Task requirements. Please copy each line of the records below that holds the word "Wren".

Data for review.
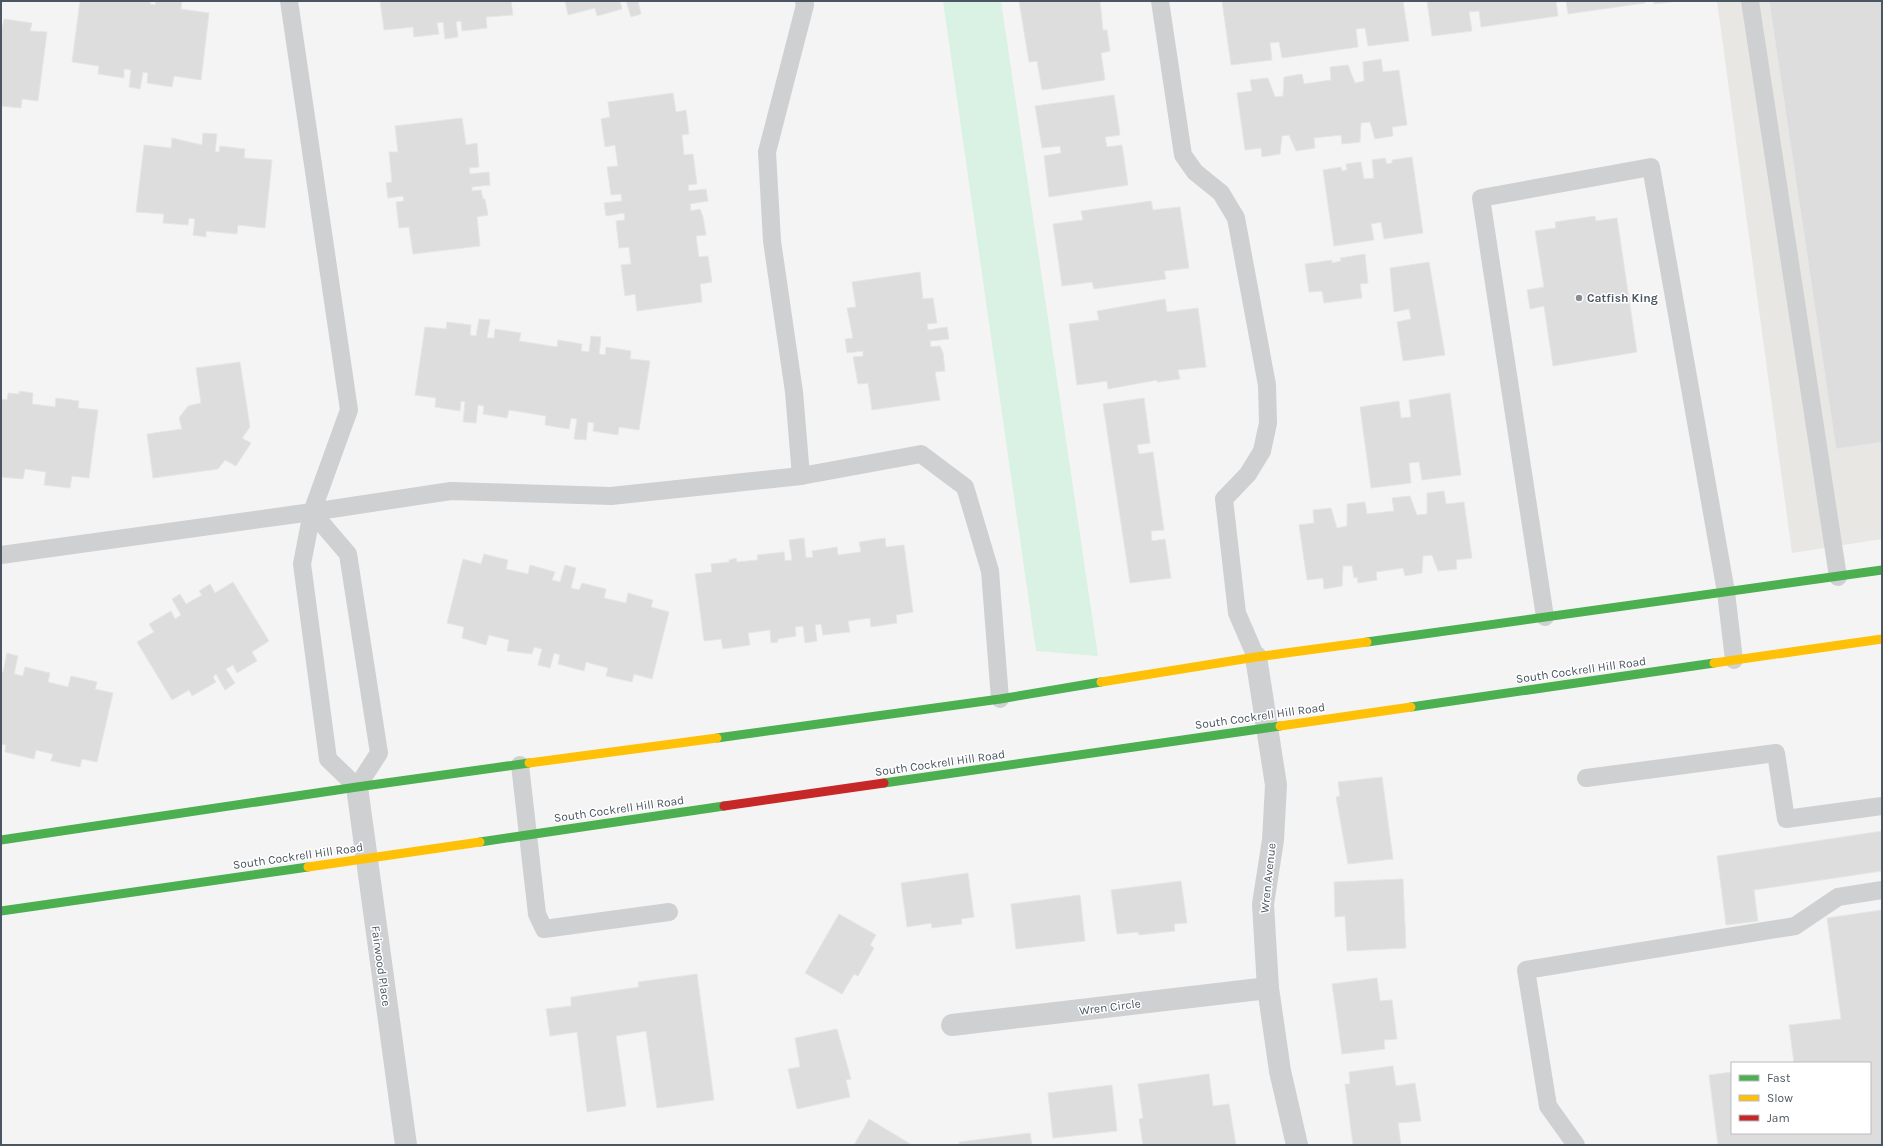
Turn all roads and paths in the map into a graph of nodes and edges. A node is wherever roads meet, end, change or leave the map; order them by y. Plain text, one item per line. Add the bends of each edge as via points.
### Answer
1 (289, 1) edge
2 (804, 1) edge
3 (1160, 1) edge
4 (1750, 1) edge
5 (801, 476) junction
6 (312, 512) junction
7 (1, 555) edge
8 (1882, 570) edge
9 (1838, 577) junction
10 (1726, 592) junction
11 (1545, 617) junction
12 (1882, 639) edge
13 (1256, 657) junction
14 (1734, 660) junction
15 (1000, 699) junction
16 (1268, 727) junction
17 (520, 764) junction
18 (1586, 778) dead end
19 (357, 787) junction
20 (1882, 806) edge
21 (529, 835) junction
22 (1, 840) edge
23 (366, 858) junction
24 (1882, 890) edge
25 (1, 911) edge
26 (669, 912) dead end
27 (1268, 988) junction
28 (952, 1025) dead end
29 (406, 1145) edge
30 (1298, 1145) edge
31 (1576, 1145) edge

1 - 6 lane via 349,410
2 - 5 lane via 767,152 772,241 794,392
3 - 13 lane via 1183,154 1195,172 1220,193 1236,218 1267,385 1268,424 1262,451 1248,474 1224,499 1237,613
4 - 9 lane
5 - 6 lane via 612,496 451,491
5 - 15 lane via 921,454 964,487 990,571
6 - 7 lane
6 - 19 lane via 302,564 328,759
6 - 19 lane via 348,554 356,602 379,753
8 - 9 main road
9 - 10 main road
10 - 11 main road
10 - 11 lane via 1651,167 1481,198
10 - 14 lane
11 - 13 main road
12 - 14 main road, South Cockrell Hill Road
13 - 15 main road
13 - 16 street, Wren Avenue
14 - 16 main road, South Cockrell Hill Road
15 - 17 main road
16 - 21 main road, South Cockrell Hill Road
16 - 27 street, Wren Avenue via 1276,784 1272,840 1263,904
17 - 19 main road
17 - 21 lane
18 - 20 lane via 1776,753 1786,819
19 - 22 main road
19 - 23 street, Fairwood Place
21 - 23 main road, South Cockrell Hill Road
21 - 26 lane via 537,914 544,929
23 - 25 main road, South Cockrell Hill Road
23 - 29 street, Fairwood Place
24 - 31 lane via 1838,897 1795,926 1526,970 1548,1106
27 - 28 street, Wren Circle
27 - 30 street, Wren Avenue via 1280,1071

Problem solution.
13 - 16 street, Wren Avenue
16 - 27 street, Wren Avenue via 1276,784 1272,840 1263,904
27 - 28 street, Wren Circle
27 - 30 street, Wren Avenue via 1280,1071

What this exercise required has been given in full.